Continuation of Existing Education Initiatives

     Apart from the above new initiatives, we will continue to implement and enhance our existing initiatives in the 2010/11 school year.  I would like to mention a few items in particular.

     Firstly, the required expenditure for implementing small class teaching in public sector primary schools in the 2010/11 school year is about $500 million.  Full implementation would require about $2.1 billion.  In addition, we have earmarked about $100 million for creating a one-year teaching post in each school implementing small class teaching in the 2010/11 school year.  This is to enhance the learning and teaching in schools, and to ensure the smooth and effective implementation of small class teaching through practice and experience sharing.  We also plan to allocate $270 million from the Language Fund to strengthen English teaching in primary schools.

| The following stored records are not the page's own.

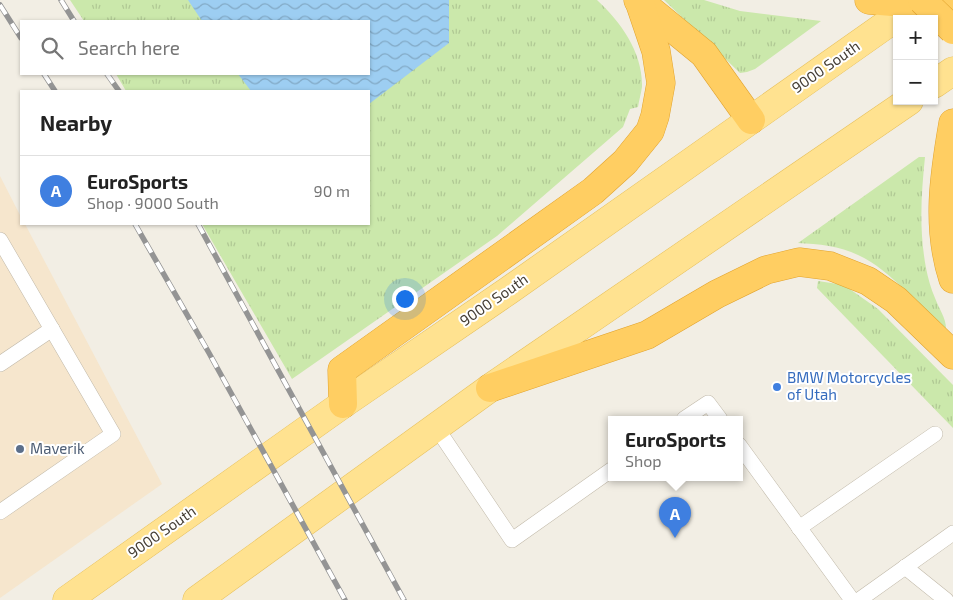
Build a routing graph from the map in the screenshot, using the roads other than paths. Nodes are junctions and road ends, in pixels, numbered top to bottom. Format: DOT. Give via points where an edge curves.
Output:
graph roads {
  1 [pos="638,0"];
  2 [pos="869,0"];
  3 [pos="920,1"];
  4 [pos="953,4"];
  5 [pos="953,30"];
  6 [pos="953,71"];
  7 [pos="938,81"];
  8 [pos="903,105"];
  9 [pos="751,120"];
  10 [pos="953,123"];
  11 [pos="0,240"];
  12 [pos="953,279"];
  13 [pos="52,329"];
  14 [pos="953,355"];
  15 [pos="0,364"];
  16 [pos="490,388"];
  17 [pos="344,404"];
  18 [pos="688,416"];
  19 [pos="718,416"];
  20 [pos="436,427"];
  21 [pos="935,434"];
  22 [pos="743,450"];
  23 [pos="608,472"];
  24 [pos="0,512"];
  25 [pos="800,528"];
  26 [pos="953,533"];
  27 [pos="906,567"];
  28 [pos="67,600"];
  29 [pos="197,600"];
  30 [pos="852,600"];
  31 [pos="859,600"];
  32 [pos="946,600"];
  1 -- 9 [label="highway" via="704,54"];
  1 -- 17 [label="highway" via="656,50 661,83 650,131 625,162 593,191 342,370"];
  2 -- 3 [label="highway"];
  3 -- 4 [label="highway"];
  3 -- 5 [label="highway, bridge"];
  3 -- 9 [label="main road, 9000 South"];
  6 -- 7 [label="main road"];
  8 -- 16 [label="main road"];
  9 -- 17 [label="main road, 9000 South"];
  10 -- 12 [label="highway" via="942,224 946,258"];
  11 -- 13 [label="lane"];
  13 -- 15 [label="lane"];
  13 -- 24 [label="lane" via="113,434"];
  14 -- 16 [label="highway" via="896,300 868,281 830,266 799,262 766,270 716,294 647,335"];
  16 -- 20 [label="main road"];
  17 -- 28 [label="main road, 9000 South"];
  18 -- 19 [label="lane" via="708,403"];
  20 -- 23 [label="lane" via="512,540"];
  20 -- 29 [label="main road"];
  21 -- 25 [label="lane"];
  22 -- 25 [label="lane"];
  25 -- 30 [label="lane"];
  26 -- 27 [label="lane"];
  27 -- 31 [label="lane"];
  27 -- 32 [label="lane"];
}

     On secondary education, the new senior secondary (NSS) academic structure was implemented in the 2009/10 school year.  To enable secondary schools to focus and devote their efforts on the teaching and learning and implementation of the NSS, we strive to sustain school development and to maintain stability of the teaching force.  In the past few months, we discussed with the stakeholders to work out some measures that are acceptable by all parties.  We will soon announce the details of these related measures.

     The fine-tuning of the medium of instruction arrangements will be implemented in the 2010/11 school year, starting from Secondary 1.  In the six-year period beginning from this year, we have reserved a total of $590 million to provide in-service training courses to non-language teachers and supply teachers to schools, assist teachers to master and apply the appropriate language in teaching different subjects, devise and adjust the curriculum in line with the school-based language policy so as to address the diverse learning needs of students.

     On special education, we will provide special schools with additional school places and authorise schools to allow students with valid reasons to extend their years of study based on schools' professional judgement in accordance with the mutually agreed principles.  Improvement measures will be implemented progressively starting from the 2010/11 school year.  Upon full implementation, the additional recurrent expenditure is estimated to be over $300 million a year.

     Following our continuing efforts to implement various education initiatives for enhancing the quality of education, the Government's investment on education has been ever-increasing.  Over the past 5 years, student/teacher ratio in primary schools has decreased from 18.4:1 to 15.8:1 while unit cost has increased from $25,000 to $33,000.  In secondary schools, student/teacher ratio has decreased from 18.0:1 to 16.3:1 while unit cost has increased from $33,000 to $41,000.  It is expected that the unit cost will be further increased upon the full implementation of small class teaching and NSS academic structure.

     The Government's determination to enhance the quality of education is unquestionable.  However, resources are not unlimited.  We must carefully consider the overall allocation priorities of government resources when formulating policies.

     Madam Chairman, my colleagues and I will be happy to answer questions from Members.